Share

Gadis menyebalkan

Marvin tengah dirawat oleh seorang Dokter karena luka akibat vas bunga itu begitu dalam. Sedangkan Ferdinand mondar-mandir di luar ruangan menantikan Dokter keluar dari dalam dan memberikan kabar padanya.

“Dasar bodoh! Kenapa kalian bisa melepaskan gadis itu begitu begitu saja!” berang Marvin pada salah seorang pengawal yang bertugas untuk  menjaga Jenia.

Tangan Ferdinand tidak hentinya menampar dan memukuli wajah pria di hadapannya itu, dengan kekesalan yang mendalam dan amarah yang memuncak.

“Aku tidak mau tahu, sekarang kalian cari gadis itu sampai dapat dan pastikan kalian membawanya kembali ke hadapanku!” tegas Ferdinand.

Pengawal itu pergi setelah mendapatkan perintah dari Ferdinand. Ferdinand begitu merasa kesal. Bagaimana tidak, ia merasa takut jika saja Marvin bangun dan mempertanyakan keberadaan gadis itu.

Marvin pasti akan marah besar padanya dan membatalkan semua kerja sama yang sudah ada di depan mata karena gadis itu. Ferdinand begitu stress memikirkan apa yang akan terjadi padanya saat ini karena insiden itu.

“Gadis kampung sialan, dia pun sangat sulit untuk di hubungi!” Ferdinand hampir saja mencampakkan ponselnya karena nomer yang ia tuju saat ini tidak dapat di hubungi.

“Hah!” Ferdinand meninju dinding hingga tangannya berdarah. Ia tidak dapat berpikir lebih baik setelah apa yang terjadi saat ini. Bahkan keberadaan Marvin di rumah sakit sekarang ini membuat Ferdinand semakin merasa bersalah.

“Bisa-bisanya gadis tidak tahu diri itu memukul Marvin dan melarikan diri, dia tidak tahu dengan siapa dia akan berhadapan!” ucap Ferdinand geram mengepalkan tangannya yang terluka.

Lampu ruangan operasi masih menyala, sudah beberapa jam Ferdinand menantikan Dokter akan keluar dari ruangan itu. Namun, Dokter tidak jua keluar dari ruangan hingga Ferdinand hampir saja terlelap di kursi tunggu.

Dokter dan beberapa orang suster keluar dari ruangan itu. Ferdinand yang mendengarkan suara pintu yang berdecit terbuka, segera berlari menghampiri Dokter.

“Dokter bagaimana keadaan Marvin?” tanya Ferdinand menantikan jawaban sang Dokter.

“Kami sudah melakukan operasi karena luka yang diterima pasien saat ini begitu dalam,” sahut sang Dokter.

“Apa operasinya berhasil Dokter?” tanya Ferdinand lagi.

“Ya, operasinya berhasil, kami akan memindahkan pasien ke kamar inap!”

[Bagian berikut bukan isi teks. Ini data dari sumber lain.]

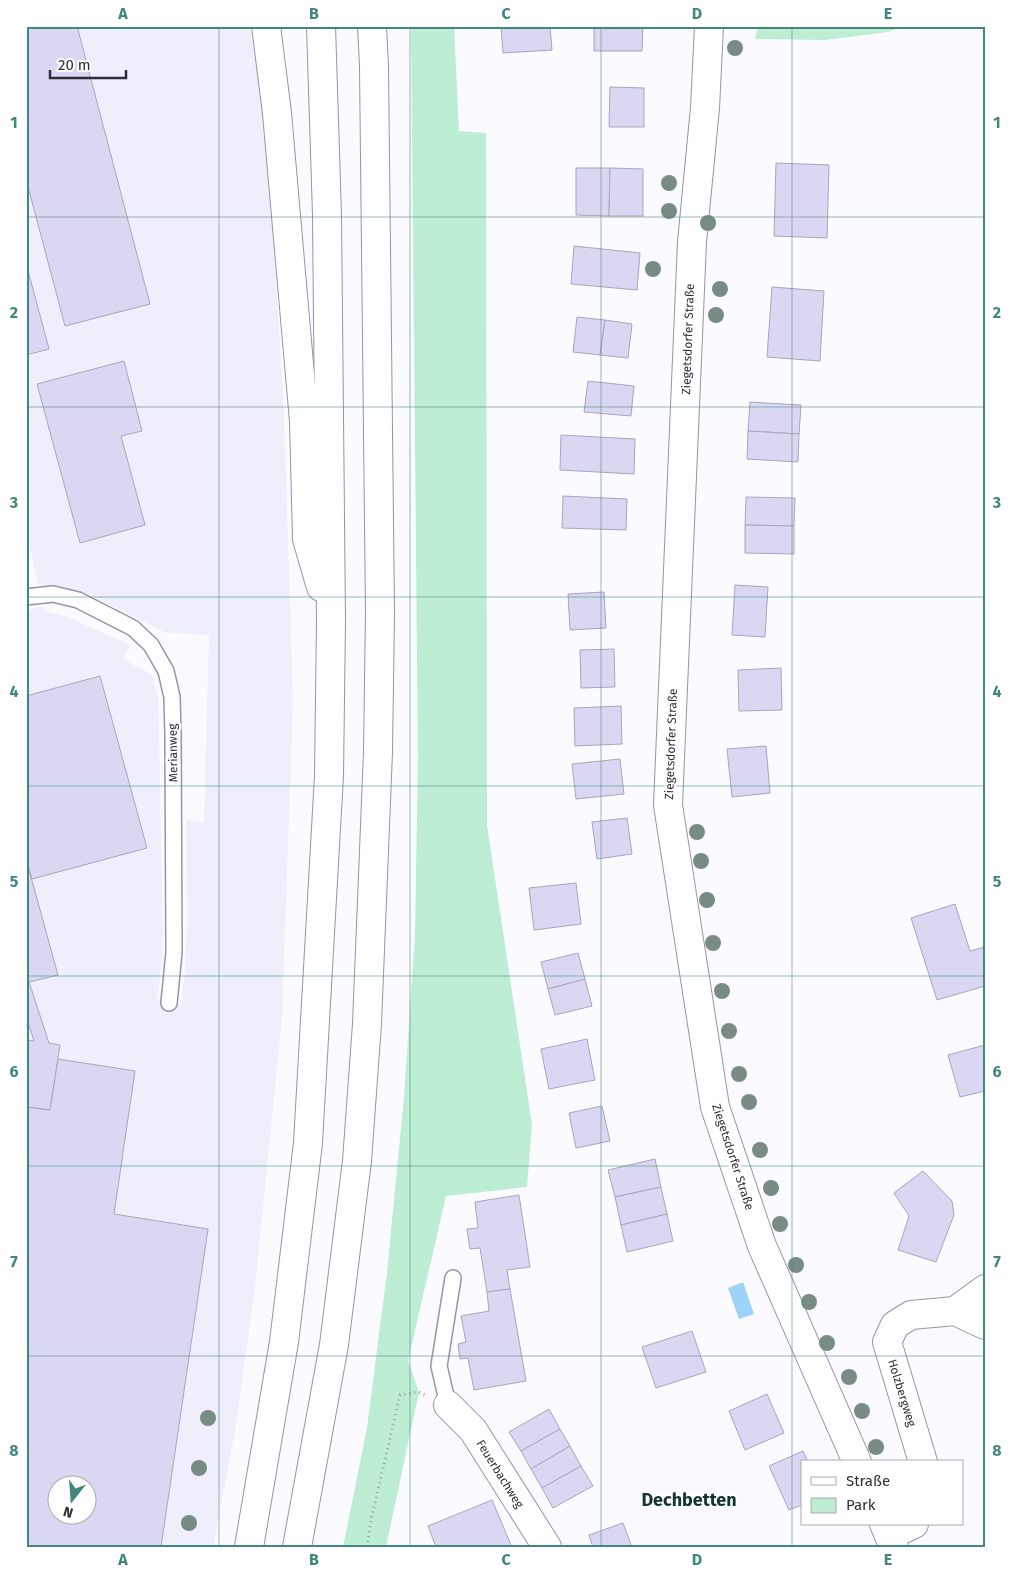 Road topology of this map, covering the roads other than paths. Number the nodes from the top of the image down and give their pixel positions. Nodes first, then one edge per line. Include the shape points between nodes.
1 (266, 26) edge
2 (321, 26) edge
3 (372, 26) edge
4 (385, 26) edge
5 (709, 26) edge
6 (374, 66) junction
7 (26, 597) edge
8 (331, 620) junction
9 (169, 1003) dead end
10 (453, 1278) dead end
11 (985, 1289) edge
12 (955, 1311) junction
13 (985, 1324) edge
14 (448, 1405) joint
15 (856, 1460) edge
16 (922, 1460) edge
17 (910, 1526) edge
18 (889, 1536) edge
19 (249, 1547) edge
20 (297, 1547) edge
21 (546, 1547) edge

1 - 8 main road via 277,113 304,421 307,539
2 - 8 main road via 327,215
3 - 6 main road
4 - 6 main road
5 - 15 main road, Ziegetsdorfer Straße via 692,242 668,805 715,1107 762,1246
6 - 20 main road via 380,613 378,752 366,1024 357,1161 334,1345
7 - 9 lane, Merianweg via 54,594 78,600 133,628 151,645 166,671 172,697 173,734 174,952
8 - 19 main road via 329,776 308,1143 284,1342
10 - 14 lane via 439,1366
11 - 12 main road
12 - 13 main road
12 - 16 main road, Holzbergweg via 910,1315 895,1325 887,1342
14 - 21 main road, Feuerbachweg via 473,1430
17 - 18 main road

“Syukurlah … Dokter, pindahkan dia ke kamar VVIP saya minta Dokter untuk merahasiakan insiden yang terjadi pada Marvin saat ini.”

“Tuan, kami akan menjaga rahasia pasien dengan sangat baik. Jangan terlalu khawatir, kita hanya perlu menunggu agar pasien segera sadar!” ucap Dokter sembari menepuk pundak Ferdinand. Kemudian ia meninggalkan Ferdinand.

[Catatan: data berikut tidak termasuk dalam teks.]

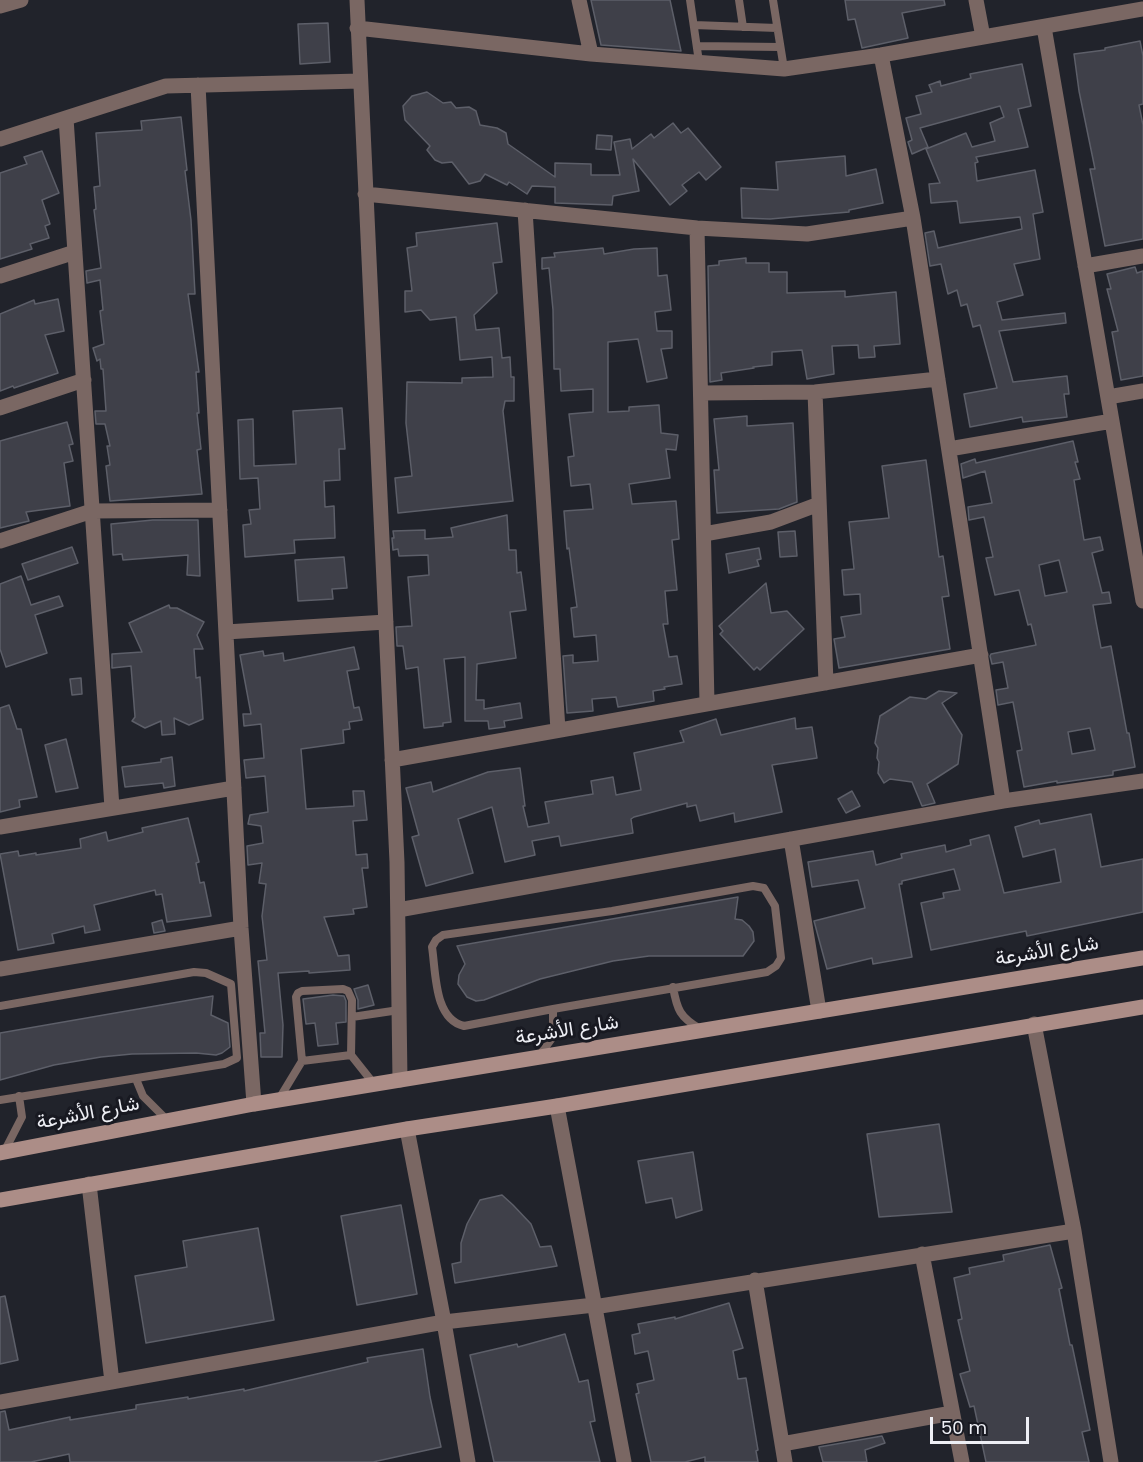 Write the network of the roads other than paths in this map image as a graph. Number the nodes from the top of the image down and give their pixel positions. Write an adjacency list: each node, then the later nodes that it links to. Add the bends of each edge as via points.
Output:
1 (21, 0): 8 (street)
2 (357, 0): 13 (street)
3 (579, 0): 17 (street)
4 (690, 0): 10 (lane)
5 (739, 0): 11 (lane)
6 (772, 0): 14 (lane)
7 (976, 0): 15 (street)
8 (0, 6)
9 (1143, 9): 12 (street)
10 (694, 26): 11 (lane); 18 (lane)
11 (744, 27): 14 (lane)
12 (1044, 27): 15 (street); 31 (street)
13 (357, 28): 17 (street); 21 (street)
14 (777, 28): 16 (lane)
15 (983, 37): 19 (street)
16 (780, 47): 18 (lane); 20 (lane)
17 (591, 54): 18 (street)
18 (698, 54): 20 (street)
19 (881, 55): 20 (street); 27 (street)
20 (784, 69)
21 (360, 81): 22 (street); 25 (street)
22 (198, 85): 23 (street, via 166,86); 43 (street)
23 (66, 118): 24 (street); 29 (street)
24 (0, 139)
25 (365, 194): 26 (street); 48 (street)
26 (525, 210): 28 (street); 53 (street)
27 (913, 218): 28 (street, via 807,234); 33 (street)
28 (698, 228): 37 (street)
29 (75, 252): 32 (street); 34 (street)
30 (1143, 256): 31 (street)
31 (1085, 266): 38 (street)
32 (0, 276)
33 (938, 379): 36 (street); 41 (street)
34 (84, 380): 39 (street); 44 (street)
35 (1143, 391): 38 (street)
36 (815, 392): 37 (street); 42 (street)
37 (701, 393): 45 (street)
38 (1108, 397): 40 (street)
39 (0, 408)
40 (1112, 421): 41 (street); 47 (street)
41 (949, 449): 50 (street)
42 (819, 504): 45 (street, via 771,522); 51 (street)
43 (220, 510): 44 (street); 49 (street)
44 (92, 512): 46 (street); 58 (street)
45 (704, 534): 52 (street)
46 (0, 541)
47 (1143, 601)
48 (386, 622): 49 (street); 54 (street)
49 (226, 632): 56 (street)
50 (981, 655): 51 (street); 57 (street)
51 (826, 682): 52 (street)
52 (707, 704): 53 (street)
53 (558, 730): 54 (street)
54 (392, 760): 61 (street)
55 (1143, 781): 57 (street)
56 (234, 788): 58 (street); 62 (street)
57 (1003, 801): 60 (street)
58 (112, 808): 59 (street)
59 (0, 827)
60 (791, 839): 61 (street); 70 (street)
61 (398, 910): 69 (street)
62 (241, 928): 64 (street); 83 (street)
63 (1143, 958): 70 (street, شارع الأشرعة)
64 (0, 969)
65 (673, 987): 68 (lane); 68 (lane, via 767,972 776,966 781,958 775,906 764,888 753,886 443,935 432,947 442,1008 455,1024 464,1026); 73 (lane, via 681,1014)
66 (0, 1006): 77 (lane, via 194,972 231,984 237,1058 224,1064)
67 (1143, 1007): 72 (street)
68 (553, 1009): 75 (lane, via 553,1037)
69 (399, 1010): 71 (lane); 78 (street)
70 (819, 1011): 73 (street, شارع الأشرعة)
71 (352, 1017): 74 (lane); 76 (lane, via 352,1000 343,988 298,993)
72 (1034, 1024): 84 (street); 90 (street)
73 (701, 1030): 75 (street, شارع الأشرعة)
74 (351, 1056): 76 (lane); 79 (lane)
75 (538, 1057): 78 (street, شارع الأشرعة)
76 (302, 1061): 82 (lane)
77 (136, 1079): 80 (lane); 85 (lane, via 143,1096)
78 (399, 1080): 79 (street, شارع الأشرعة)
79 (374, 1084): 82 (street, شارع الأشرعة)
80 (19, 1096): 81 (lane); 87 (lane, via 22,1117)
81 (0, 1100)
82 (278, 1100): 83 (street, شارع الأشرعة)
83 (254, 1104): 85 (street, شارع الأشرعة)
84 (557, 1106): 86 (street); 93 (street)
85 (167, 1120): 87 (street, شارع الأشرعة)
86 (407, 1129): 88 (street); 94 (street)
87 (2, 1152)
88 (89, 1184): 89 (street); 95 (street)
89 (0, 1200)
90 (1074, 1231): 91 (street); 103 (street)
91 (922, 1254): 92 (street); 97 (street)
92 (755, 1280): 93 (street); 98 (street)
93 (594, 1306): 94 (street); 100 (street)
94 (444, 1322): 95 (street); 99 (street)
95 (112, 1382): 96 (street)
96 (0, 1402)
97 (952, 1413): 98 (street); 102 (street)
98 (783, 1444): 101 (street)
99 (468, 1462)
100 (624, 1462)
101 (785, 1462)
102 (962, 1462)
103 (1111, 1462)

Marvin telah dipindahkan ke ruang inap yang dipinta oleh Ferdinand, sementara itu Ferdinand menjaga Marvin dengan sangat baik.

Ferdinand berusaha untuk menelpon, tetapi semua nomer yang ia telpon saat ini tidak satupun yang aktif, membuat Ferdinand semakin kesal.

“Sial, kemana saja mereka. Kenapa tidak ada nomer yang bisa di hubungi? Gadis kampung itu juga tidak bisa di hubungi, apalagi Kak Jo. Apa mereka sedang bersama malam ini?” pikir Ferdinand mengempaskan ponselnya ke atas lantai.

“Fer…” mendengarkan suara orang yang memanggilnya, Ferdinand segera menghampiri Marvin yang tengah terbaring di atas ranjangnya.

“Vin, kamu sudah sadar?” tanya Ferdinand merasa senang dan takut jikalau Marvin akan marah besar padanya.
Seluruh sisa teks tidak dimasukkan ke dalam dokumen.